When you enter graduate school without a fellowship, you'll usually be TAing. This is very good for the department and the professors. The department needs TAs to run their classes and they get a fresh pool with each year of incoming students. You're usually very busy taking classes in your first year or two and so have limited use as a researcher anyway. So, usually you start on department money by being paid to TA while you take classes and start talking to different professors and looking for a research group to join. Once you join, your professor doesn't want you wasting your time with classes and TAing, they want you in the lab. They pay your stipend and tuition out of their grant money. If they can't afford to do that, sometimes you'll TA for your stipend while you do research "for free." This is more common in theory labs where grant money is tight.

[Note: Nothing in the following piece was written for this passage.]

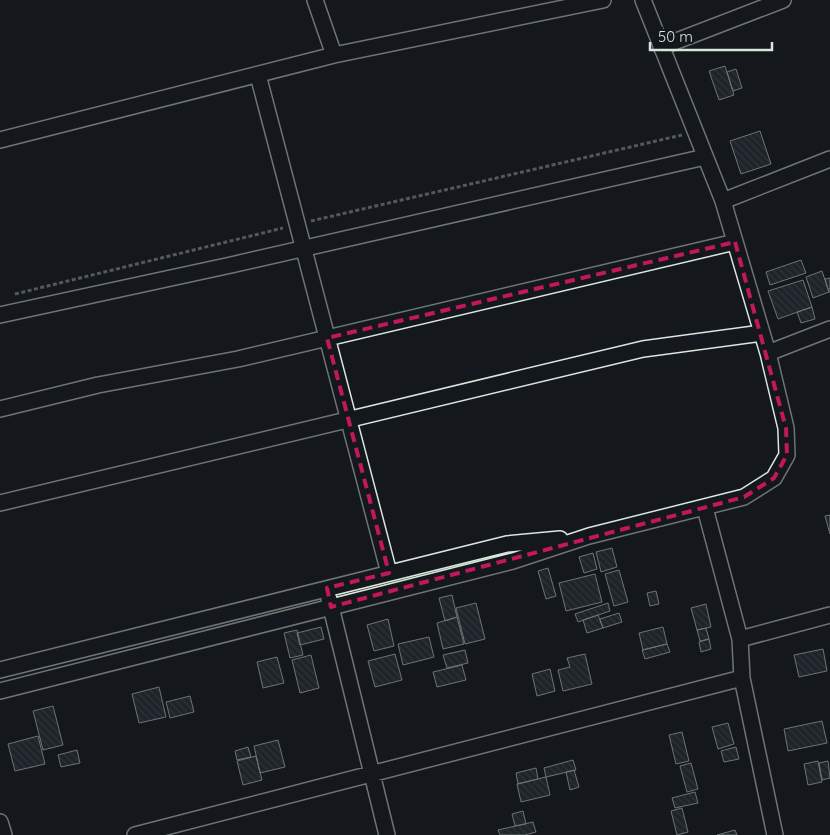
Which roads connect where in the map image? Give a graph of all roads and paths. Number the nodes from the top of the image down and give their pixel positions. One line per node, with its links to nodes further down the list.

If you come in with an external fellowship, first, you are not required to TA for your money (unless it is a requirement for graduation). This frees up your time to either focus on your classes and get them out of the way sooner, or start doing research earlier and hopefully graduate earlier. More than that, you will probably be able to get into any research group you want because you are basically free labor to professor. They get another graduate student without having to use up tens of thousands of dollars a year to pay your tuition and stipend. Without a fellowship, you have to worry about finding a professor that has enough money for another student and then convince them that they should pay to have you above any other student that might also be looking to join that year. With a fellowship, you have the pick of the litter. Plus, it usually pays a bit more than the department stipend.